Um dos nomes jovens da teledramaturgia, do cinema e das artes, Cadu Libonati, que interpretou Lô Borges no musical Clube da Esquina – Os sonhos não envelhecem, destaca, ao Conversa Bem Viver, a importância de homenagear em vida os artistas da antiga geração.
“O maior legado do Lô é que dá para fazer muita coisa séria e bonita de um jeito alegre. O legado do Lô já existia e eu faço um apelo para a sociedade para que a gente pare de esperar os nossos velhos irem embora para fazermos homenagens. A gente pode pegar a experiência com o Bituca. Foi lindo aquilo, uma despedida de carreira. Temos que aproveitar enquanto essa galera está viva e fazer um resgate”, defende.
Libonati compõe o elenco da novela Êta Mundo Bom!, que está sendo transmitida atualmente, e participou também de Guerreiros do Sol, entre outros trabalhos.
Confira a entrevista completa:
Brasil de Fato – Qual é a sua trajetória como artista?
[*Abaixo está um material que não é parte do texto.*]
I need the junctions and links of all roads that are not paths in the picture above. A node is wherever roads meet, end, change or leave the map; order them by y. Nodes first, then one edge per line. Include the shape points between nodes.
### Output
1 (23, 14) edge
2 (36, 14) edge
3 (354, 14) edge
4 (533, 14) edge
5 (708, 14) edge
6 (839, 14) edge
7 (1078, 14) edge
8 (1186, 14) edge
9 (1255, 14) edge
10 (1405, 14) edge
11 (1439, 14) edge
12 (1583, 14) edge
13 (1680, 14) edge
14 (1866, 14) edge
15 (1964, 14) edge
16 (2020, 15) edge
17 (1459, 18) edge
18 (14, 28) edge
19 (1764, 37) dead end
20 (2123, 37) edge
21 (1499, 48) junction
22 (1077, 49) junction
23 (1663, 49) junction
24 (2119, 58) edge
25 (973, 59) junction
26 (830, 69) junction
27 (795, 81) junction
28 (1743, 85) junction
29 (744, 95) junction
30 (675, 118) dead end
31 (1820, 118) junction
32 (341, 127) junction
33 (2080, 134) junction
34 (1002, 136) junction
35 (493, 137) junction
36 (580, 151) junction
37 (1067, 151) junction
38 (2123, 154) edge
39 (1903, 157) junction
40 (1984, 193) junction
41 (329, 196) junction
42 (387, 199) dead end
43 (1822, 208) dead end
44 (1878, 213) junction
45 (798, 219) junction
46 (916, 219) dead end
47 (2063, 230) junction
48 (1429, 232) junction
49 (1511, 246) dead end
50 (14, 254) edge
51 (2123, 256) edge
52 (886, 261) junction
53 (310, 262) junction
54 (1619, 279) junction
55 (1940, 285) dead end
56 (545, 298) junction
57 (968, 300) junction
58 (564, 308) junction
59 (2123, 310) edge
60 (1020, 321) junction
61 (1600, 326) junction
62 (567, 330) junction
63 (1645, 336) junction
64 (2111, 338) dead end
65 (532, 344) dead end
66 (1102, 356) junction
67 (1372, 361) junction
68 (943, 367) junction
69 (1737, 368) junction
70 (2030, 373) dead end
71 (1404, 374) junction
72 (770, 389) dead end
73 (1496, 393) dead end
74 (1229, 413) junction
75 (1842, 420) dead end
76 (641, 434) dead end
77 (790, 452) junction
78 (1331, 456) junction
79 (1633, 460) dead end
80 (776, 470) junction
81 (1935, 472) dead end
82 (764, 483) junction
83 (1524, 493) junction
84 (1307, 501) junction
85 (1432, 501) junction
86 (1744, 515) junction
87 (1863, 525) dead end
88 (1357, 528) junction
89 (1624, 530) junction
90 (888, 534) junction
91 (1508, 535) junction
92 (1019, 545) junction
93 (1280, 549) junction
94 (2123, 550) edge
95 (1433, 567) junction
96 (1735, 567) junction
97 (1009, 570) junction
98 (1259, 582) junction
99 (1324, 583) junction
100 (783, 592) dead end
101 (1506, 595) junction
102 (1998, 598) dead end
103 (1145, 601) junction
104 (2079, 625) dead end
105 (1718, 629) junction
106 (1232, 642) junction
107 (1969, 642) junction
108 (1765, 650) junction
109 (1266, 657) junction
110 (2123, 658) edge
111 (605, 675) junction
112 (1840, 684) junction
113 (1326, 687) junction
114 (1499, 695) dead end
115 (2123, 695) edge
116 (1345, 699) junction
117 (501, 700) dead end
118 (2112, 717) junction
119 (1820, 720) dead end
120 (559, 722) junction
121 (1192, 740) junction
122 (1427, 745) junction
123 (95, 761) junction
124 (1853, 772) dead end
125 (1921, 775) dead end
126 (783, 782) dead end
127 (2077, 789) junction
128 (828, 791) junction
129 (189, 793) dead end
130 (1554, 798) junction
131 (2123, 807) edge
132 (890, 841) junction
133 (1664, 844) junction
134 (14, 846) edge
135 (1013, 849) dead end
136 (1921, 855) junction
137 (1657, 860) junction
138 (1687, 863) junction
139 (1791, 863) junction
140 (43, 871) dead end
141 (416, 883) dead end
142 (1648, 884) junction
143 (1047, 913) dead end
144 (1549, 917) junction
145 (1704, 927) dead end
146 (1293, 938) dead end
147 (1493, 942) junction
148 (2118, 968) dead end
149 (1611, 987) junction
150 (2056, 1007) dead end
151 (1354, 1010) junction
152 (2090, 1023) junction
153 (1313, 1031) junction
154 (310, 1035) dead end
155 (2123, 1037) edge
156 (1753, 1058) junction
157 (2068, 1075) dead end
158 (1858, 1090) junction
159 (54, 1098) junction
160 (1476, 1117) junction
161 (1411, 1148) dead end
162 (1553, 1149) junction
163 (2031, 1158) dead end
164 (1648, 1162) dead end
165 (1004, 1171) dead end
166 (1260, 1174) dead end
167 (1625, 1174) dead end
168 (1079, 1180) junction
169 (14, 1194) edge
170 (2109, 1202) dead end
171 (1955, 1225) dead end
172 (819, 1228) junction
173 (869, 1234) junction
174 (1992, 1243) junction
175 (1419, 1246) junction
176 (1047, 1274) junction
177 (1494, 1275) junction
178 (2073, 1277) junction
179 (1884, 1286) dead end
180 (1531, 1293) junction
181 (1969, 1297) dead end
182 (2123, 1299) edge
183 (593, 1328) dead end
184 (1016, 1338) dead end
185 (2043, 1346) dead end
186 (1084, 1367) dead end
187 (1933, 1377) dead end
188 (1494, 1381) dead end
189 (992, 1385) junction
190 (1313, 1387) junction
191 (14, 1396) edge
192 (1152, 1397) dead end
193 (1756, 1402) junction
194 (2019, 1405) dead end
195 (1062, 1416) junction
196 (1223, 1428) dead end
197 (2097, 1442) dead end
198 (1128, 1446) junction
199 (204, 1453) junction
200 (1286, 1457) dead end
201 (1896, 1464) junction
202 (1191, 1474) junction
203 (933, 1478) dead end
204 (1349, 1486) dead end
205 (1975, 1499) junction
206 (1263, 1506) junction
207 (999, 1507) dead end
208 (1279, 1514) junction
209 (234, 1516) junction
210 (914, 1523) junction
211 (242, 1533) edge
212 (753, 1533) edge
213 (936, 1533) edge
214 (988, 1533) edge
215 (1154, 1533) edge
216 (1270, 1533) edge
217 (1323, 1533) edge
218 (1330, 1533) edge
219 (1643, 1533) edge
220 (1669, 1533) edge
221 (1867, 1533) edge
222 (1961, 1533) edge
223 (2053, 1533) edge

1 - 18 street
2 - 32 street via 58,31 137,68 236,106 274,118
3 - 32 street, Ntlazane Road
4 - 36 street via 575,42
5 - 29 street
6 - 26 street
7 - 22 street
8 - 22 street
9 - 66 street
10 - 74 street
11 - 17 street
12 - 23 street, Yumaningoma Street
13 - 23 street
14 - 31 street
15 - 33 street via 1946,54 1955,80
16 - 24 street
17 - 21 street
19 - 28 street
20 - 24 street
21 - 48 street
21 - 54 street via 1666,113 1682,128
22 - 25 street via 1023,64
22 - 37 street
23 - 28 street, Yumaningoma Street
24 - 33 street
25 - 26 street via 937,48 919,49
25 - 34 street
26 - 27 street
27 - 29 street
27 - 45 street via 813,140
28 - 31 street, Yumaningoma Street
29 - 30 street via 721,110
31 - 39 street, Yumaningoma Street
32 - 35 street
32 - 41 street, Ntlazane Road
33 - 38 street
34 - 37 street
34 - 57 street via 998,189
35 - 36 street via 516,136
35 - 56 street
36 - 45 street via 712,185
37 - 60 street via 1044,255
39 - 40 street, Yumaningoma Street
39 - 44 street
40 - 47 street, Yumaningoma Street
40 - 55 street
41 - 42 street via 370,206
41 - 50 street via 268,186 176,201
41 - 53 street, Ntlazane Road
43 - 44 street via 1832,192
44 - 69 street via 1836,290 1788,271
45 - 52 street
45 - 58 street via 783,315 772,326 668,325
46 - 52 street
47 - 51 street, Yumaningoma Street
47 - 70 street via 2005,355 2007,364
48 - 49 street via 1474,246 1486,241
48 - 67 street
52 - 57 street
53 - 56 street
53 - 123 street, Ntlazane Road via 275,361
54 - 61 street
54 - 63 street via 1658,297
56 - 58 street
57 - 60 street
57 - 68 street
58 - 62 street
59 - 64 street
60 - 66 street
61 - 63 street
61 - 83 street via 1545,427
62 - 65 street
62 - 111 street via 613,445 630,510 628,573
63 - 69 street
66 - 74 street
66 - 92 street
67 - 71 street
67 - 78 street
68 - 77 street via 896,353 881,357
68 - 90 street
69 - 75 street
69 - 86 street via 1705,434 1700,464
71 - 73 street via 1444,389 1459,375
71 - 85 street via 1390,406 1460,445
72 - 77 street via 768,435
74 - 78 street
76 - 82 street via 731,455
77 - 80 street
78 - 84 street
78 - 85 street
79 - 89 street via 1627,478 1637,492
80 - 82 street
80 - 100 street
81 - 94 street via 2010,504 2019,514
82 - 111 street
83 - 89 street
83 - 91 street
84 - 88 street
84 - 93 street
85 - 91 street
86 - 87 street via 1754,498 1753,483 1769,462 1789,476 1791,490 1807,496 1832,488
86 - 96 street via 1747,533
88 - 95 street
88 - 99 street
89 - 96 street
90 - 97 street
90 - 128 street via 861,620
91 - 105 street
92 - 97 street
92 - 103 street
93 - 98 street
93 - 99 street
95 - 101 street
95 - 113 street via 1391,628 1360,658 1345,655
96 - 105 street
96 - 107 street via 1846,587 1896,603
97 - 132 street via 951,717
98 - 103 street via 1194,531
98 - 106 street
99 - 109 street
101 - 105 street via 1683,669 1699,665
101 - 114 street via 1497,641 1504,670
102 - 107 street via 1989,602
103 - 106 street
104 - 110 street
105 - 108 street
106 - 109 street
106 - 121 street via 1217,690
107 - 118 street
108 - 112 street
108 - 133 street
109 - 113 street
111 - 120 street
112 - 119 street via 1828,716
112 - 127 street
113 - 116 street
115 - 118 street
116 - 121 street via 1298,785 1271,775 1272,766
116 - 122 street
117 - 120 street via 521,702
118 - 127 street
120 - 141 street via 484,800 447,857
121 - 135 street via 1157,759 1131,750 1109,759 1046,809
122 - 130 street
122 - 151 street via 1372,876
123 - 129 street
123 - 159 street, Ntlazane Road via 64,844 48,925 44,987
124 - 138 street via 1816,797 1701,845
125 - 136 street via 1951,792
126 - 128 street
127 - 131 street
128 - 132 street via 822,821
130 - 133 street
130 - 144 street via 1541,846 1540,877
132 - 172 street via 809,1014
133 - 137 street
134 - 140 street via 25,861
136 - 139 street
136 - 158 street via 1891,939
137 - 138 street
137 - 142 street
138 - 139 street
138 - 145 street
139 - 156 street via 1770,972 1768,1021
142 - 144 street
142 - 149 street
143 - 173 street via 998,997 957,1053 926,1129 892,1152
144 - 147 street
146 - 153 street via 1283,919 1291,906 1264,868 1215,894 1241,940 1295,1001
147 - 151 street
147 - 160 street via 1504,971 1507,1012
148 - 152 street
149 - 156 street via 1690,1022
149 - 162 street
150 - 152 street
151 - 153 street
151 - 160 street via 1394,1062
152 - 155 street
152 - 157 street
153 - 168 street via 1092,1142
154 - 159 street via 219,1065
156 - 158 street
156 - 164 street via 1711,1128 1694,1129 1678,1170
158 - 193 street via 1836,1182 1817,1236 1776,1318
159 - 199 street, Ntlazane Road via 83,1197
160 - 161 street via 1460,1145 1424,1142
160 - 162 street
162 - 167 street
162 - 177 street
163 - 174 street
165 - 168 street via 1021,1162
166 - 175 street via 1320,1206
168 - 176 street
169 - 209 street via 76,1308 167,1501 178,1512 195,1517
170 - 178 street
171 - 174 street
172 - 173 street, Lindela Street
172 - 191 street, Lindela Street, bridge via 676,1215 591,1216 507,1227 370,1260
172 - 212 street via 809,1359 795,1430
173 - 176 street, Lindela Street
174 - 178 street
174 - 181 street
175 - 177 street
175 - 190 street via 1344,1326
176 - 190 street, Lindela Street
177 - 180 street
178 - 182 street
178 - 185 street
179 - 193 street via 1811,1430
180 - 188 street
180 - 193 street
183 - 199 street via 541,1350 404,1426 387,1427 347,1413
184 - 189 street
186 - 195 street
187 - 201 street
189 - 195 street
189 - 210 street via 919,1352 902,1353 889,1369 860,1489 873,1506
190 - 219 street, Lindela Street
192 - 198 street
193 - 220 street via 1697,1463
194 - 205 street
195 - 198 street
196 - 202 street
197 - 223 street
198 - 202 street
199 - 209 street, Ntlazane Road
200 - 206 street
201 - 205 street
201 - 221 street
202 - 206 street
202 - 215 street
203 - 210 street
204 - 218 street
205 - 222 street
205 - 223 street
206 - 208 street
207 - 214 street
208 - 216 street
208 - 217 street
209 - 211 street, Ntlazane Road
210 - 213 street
Cadu Libonati – Eu fiz um espetáculo chamado As Moscas, quando eu estava fazendo o teste para Malhação. Um período antes, quando estava prestes a me formar, fiz uma peça que era uma adaptação das Três Irmãs, de Tchekhov, um texto alemão. O Lauro Macedo foi assistir a esse espetáculo e me chamou para fazer um teste. Eu passei da primeira fase no teste. Na segunda fase, estava prestes a estrear uma peça de formatura e fazendo a semana de workshop com Ana Kfouri.
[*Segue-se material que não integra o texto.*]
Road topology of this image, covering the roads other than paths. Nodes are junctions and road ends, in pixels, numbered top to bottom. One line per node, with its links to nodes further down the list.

Foi uma loucura. Eu achei que não ia dar nem para fazer a peça, nem a novela, mas o gás dos 18 e 20 anos na época ajudaram bastante. Por isso, consegui fazer os dois personagens. Na época também estava dançando e o personagem dançava balé. As minhas escolhas extra atuação sempre foram essenciais para minha vida, como a dança.
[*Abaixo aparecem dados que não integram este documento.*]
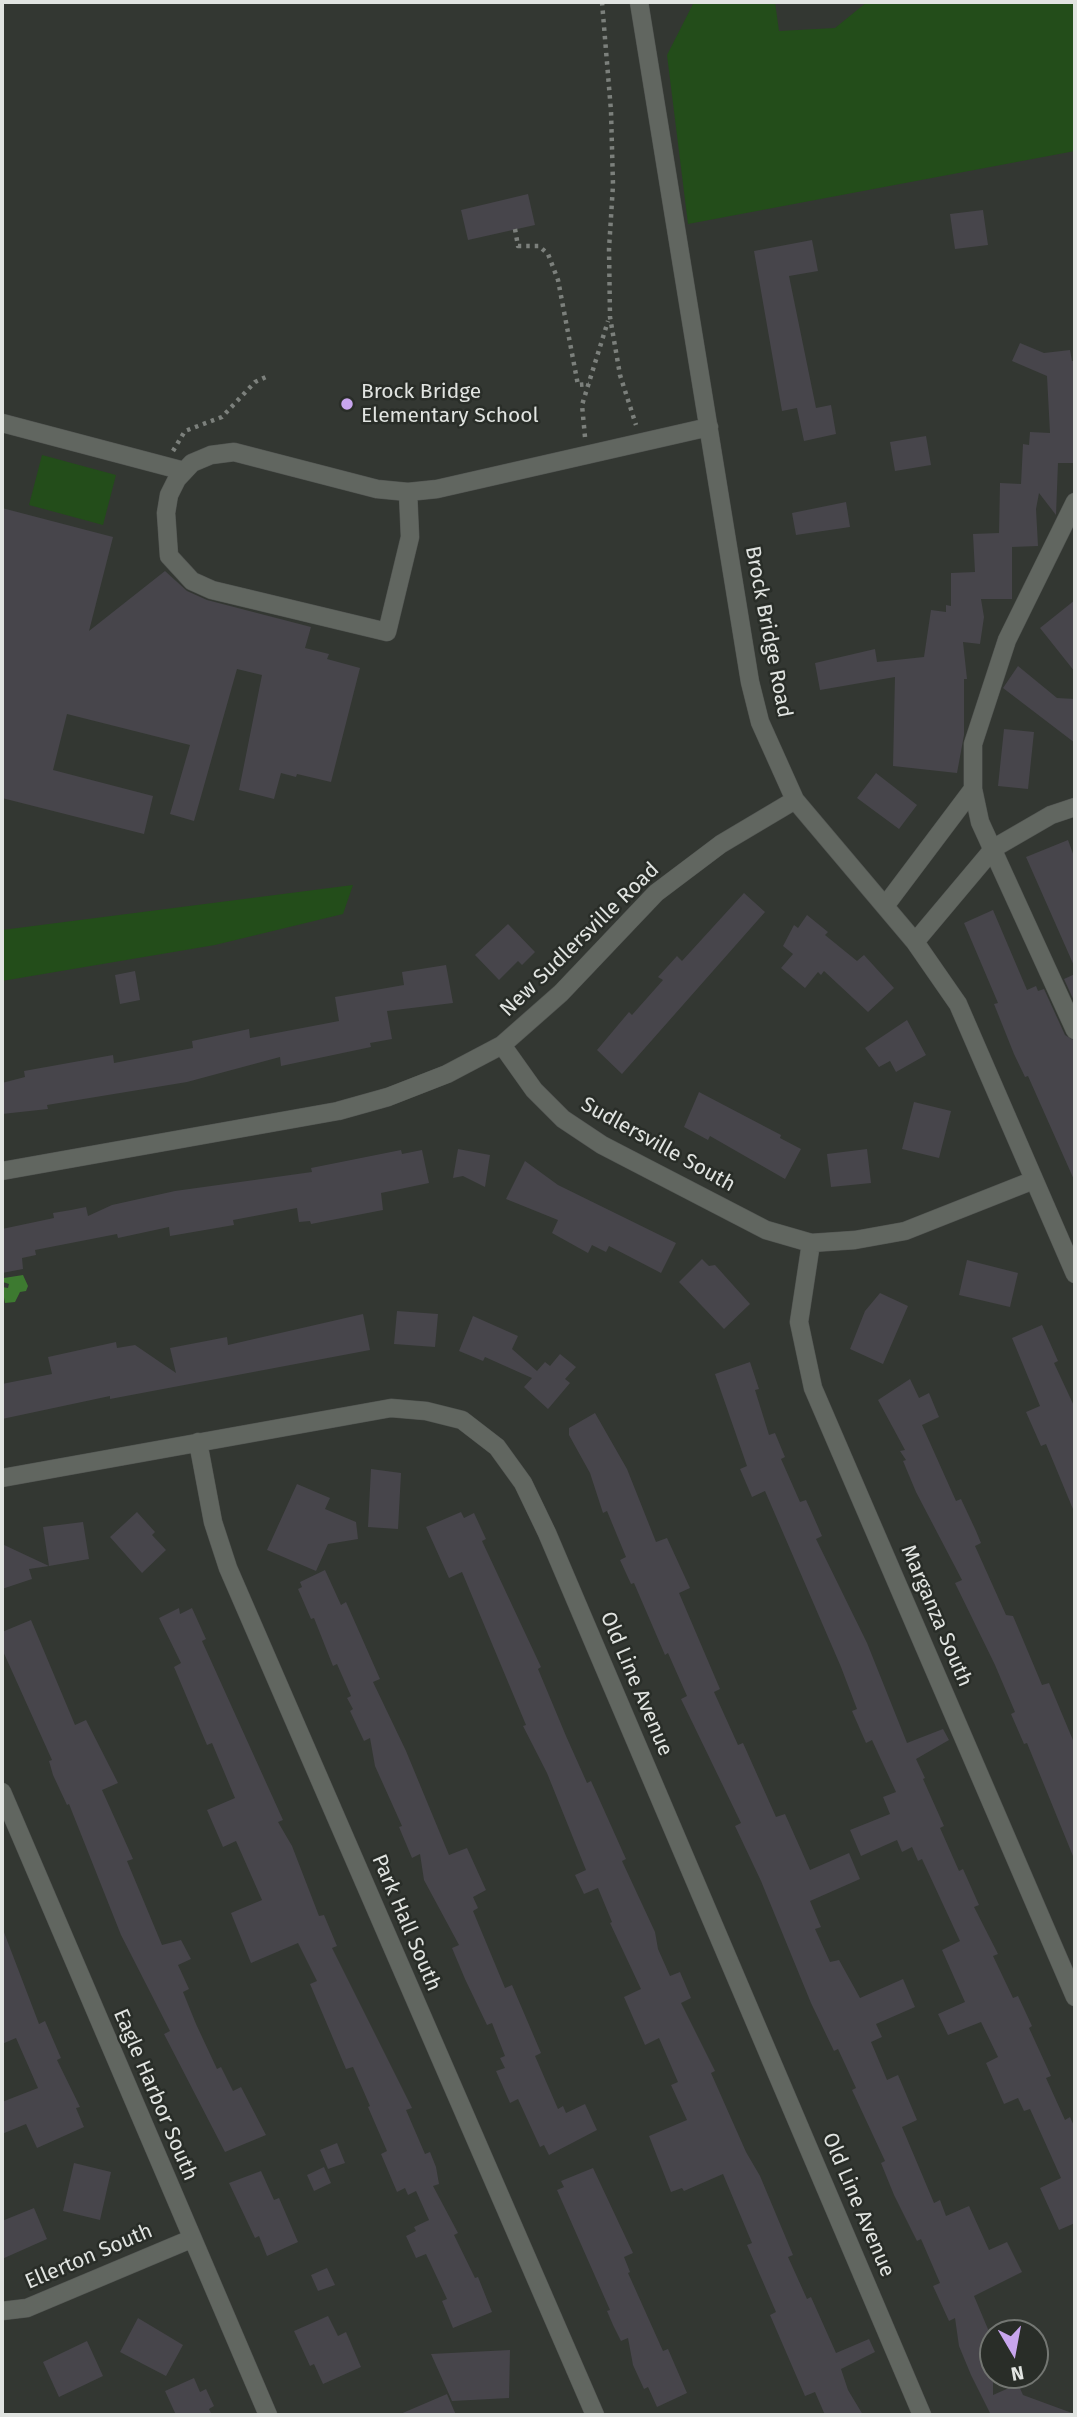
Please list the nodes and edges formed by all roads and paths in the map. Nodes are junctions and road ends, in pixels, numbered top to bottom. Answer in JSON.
{"nodes":[{"id":1,"x":602,"y":2,"type":"edge"},
{"id":2,"x":639,"y":2,"type":"edge"},
{"id":3,"x":514,"y":229,"type":"dead end"},
{"id":4,"x":610,"y":317,"type":"junction"},
{"id":5,"x":268,"y":376,"type":"dead end"},
{"id":6,"x":589,"y":384,"type":"junction"},
{"id":7,"x":2,"y":423,"type":"edge"},
{"id":8,"x":709,"y":427,"type":"junction"},
{"id":9,"x":642,"y":443,"type":"junction"},
{"id":10,"x":589,"y":455,"type":"junction"},
{"id":11,"x":176,"y":469,"type":"junction"},
{"id":12,"x":408,"y":492,"type":"junction"},
{"id":13,"x":1075,"y":502,"type":"edge"},
{"id":14,"x":973,"y":789,"type":"junction"},
{"id":15,"x":795,"y":800,"type":"junction"},
{"id":16,"x":1075,"y":807,"type":"edge"},
{"id":17,"x":994,"y":848,"type":"junction"},
{"id":18,"x":885,"y":906,"type":"junction"},
{"id":19,"x":915,"y":942,"type":"junction"},
{"id":20,"x":1075,"y":1030,"type":"edge"},
{"id":21,"x":502,"y":1045,"type":"junction"},
{"id":22,"x":2,"y":1171,"type":"edge"},
{"id":23,"x":1034,"y":1180,"type":"junction"},
{"id":24,"x":811,"y":1243,"type":"junction"},
{"id":25,"x":1075,"y":1274,"type":"edge"},
{"id":26,"x":198,"y":1442,"type":"junction"},
{"id":27,"x":2,"y":1478,"type":"edge"},
{"id":28,"x":2,"y":1792,"type":"edge"},
{"id":29,"x":1075,"y":1997,"type":"edge"},
{"id":30,"x":191,"y":2239,"type":"junction"},
{"id":31,"x":2,"y":2311,"type":"edge"},
{"id":32,"x":268,"y":2415,"type":"edge"},
{"id":33,"x":595,"y":2415,"type":"edge"},
{"id":34,"x":922,"y":2415,"type":"edge"}],
"edges":[{"from":1,"to":4,"type":"path"},
{"from":2,"to":8,"type":"street","name":"Brock Bridge Road"},
{"from":3,"to":6,"type":"path"},
{"from":4,"to":6,"type":"path"},
{"from":4,"to":9,"type":"path"},
{"from":5,"to":11,"type":"path"},
{"from":6,"to":10,"type":"path"},
{"from":7,"to":11,"type":"street"},
{"from":8,"to":9,"type":"street"},
{"from":8,"to":15,"type":"street","name":"Brock Bridge Road"},
{"from":9,"to":10,"type":"street"},
{"from":10,"to":12,"type":"street"},
{"from":11,"to":12,"type":"street"},
{"from":11,"to":12,"type":"street"},
{"from":13,"to":14,"type":"street"},
{"from":14,"to":17,"type":"street"},
{"from":14,"to":18,"type":"street"},
{"from":15,"to":18,"type":"street","name":"Brock Bridge Road"},
{"from":15,"to":21,"type":"street","name":"New Sudlersville Road"},
{"from":16,"to":17,"type":"street"},
{"from":17,"to":19,"type":"street"},
{"from":17,"to":20,"type":"street"},
{"from":18,"to":19,"type":"street","name":"Brock Bridge Road"},
{"from":19,"to":23,"type":"street","name":"Brock Bridge Road"},
{"from":21,"to":22,"type":"street"},
{"from":21,"to":24,"type":"street","name":"Sudlersville South"},
{"from":23,"to":24,"type":"street","name":"Sudlersville South"},
{"from":23,"to":25,"type":"street","name":"Brock Bridge Road"},
{"from":24,"to":29,"type":"street","name":"Marganza South"},
{"from":26,"to":27,"type":"street","name":"Old Line Avenue"},
{"from":26,"to":33,"type":"street","name":"Park Hall South"},
{"from":26,"to":34,"type":"street","name":"Old Line Avenue"},
{"from":28,"to":30,"type":"street","name":"Eagle Harbor South"},
{"from":30,"to":31,"type":"street","name":"Ellerton South"},
{"from":30,"to":32,"type":"street","name":"Eagle Harbor South"}]}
Desde moleque, eu tenho alguns mini hiper focos em coisas. Quando eu era mais novo, meus irmãos gostavam de futebol americano, e me apresentaram. Fiquei no hiperfoco de querer fazer aula na praia, achando que eu ia virar um quarterback nos Estados Unidos, e, logo depois de alguns meses, passou. Só que eu sempre fui muito hiperfocal. Alguns duraram um pouco mais. A dança durou um pouco mais.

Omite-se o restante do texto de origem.